- _About this task_
Give the listing again, word for word, and let no picture into it.

- _Exercise data_
=-=-=

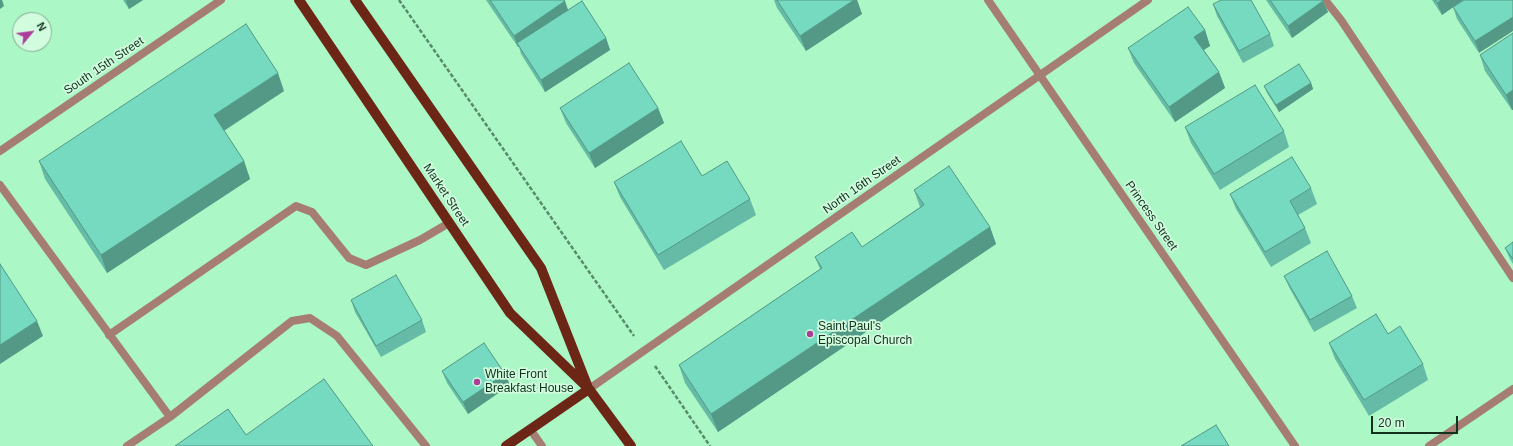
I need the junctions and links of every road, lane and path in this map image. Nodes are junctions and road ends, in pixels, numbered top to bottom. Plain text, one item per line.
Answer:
1 (221, 0) edge
2 (299, 0) edge
3 (355, 0) edge
4 (399, 0) edge
5 (988, 0) edge
6 (1148, 0) edge
7 (1325, 0) edge
8 (1040, 76) junction
9 (0, 151) edge
10 (0, 185) edge
11 (449, 223) junction
12 (1513, 278) edge
13 (109, 335) junction
14 (644, 351) junction
15 (589, 389) junction
16 (1513, 389) edge
17 (170, 417) junction
18 (530, 429) junction
19 (127, 446) edge
20 (426, 446) edge
21 (506, 446) edge
22 (542, 446) edge
23 (631, 446) edge
24 (710, 446) edge
25 (1296, 446) edge
26 (1430, 446) edge

1 - 9 street, South 15th Street
2 - 11 main road, Market Street
3 - 15 main road, Market Street
4 - 14 path
5 - 8 street, Princess Street
6 - 8 street, North 16th Street
7 - 12 street
8 - 14 street, North 16th Street
8 - 25 street, Princess Street
10 - 13 street
11 - 13 street
11 - 15 main road, Market Street
13 - 17 street
14 - 15 street, North 16th Street
14 - 24 path
15 - 18 main road
15 - 23 main road, Market Street
16 - 26 street
17 - 19 street
17 - 20 street
18 - 21 main road
18 - 22 street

=-=-=

- _Result of the exercise_
I need the junctions and links of every road, lane and path in this map image. Nodes are junctions and road ends, in pixels, numbered top to bottom. Plain text, one item per line.
Answer:
1 (221, 0) edge
2 (299, 0) edge
3 (355, 0) edge
4 (399, 0) edge
5 (988, 0) edge
6 (1148, 0) edge
7 (1325, 0) edge
8 (1040, 76) junction
9 (0, 151) edge
10 (0, 185) edge
11 (449, 223) junction
12 (1513, 278) edge
13 (109, 335) junction
14 (644, 351) junction
15 (589, 389) junction
16 (1513, 389) edge
17 (170, 417) junction
18 (530, 429) junction
19 (127, 446) edge
20 (426, 446) edge
21 (506, 446) edge
22 (542, 446) edge
23 (631, 446) edge
24 (710, 446) edge
25 (1296, 446) edge
26 (1430, 446) edge

1 - 9 street, South 15th Street
2 - 11 main road, Market Street
3 - 15 main road, Market Street
4 - 14 path
5 - 8 street, Princess Street
6 - 8 street, North 16th Street
7 - 12 street
8 - 14 street, North 16th Street
8 - 25 street, Princess Street
10 - 13 street
11 - 13 street
11 - 15 main road, Market Street
13 - 17 street
14 - 15 street, North 16th Street
14 - 24 path
15 - 18 main road
15 - 23 main road, Market Street
16 - 26 street
17 - 19 street
17 - 20 street
18 - 21 main road
18 - 22 street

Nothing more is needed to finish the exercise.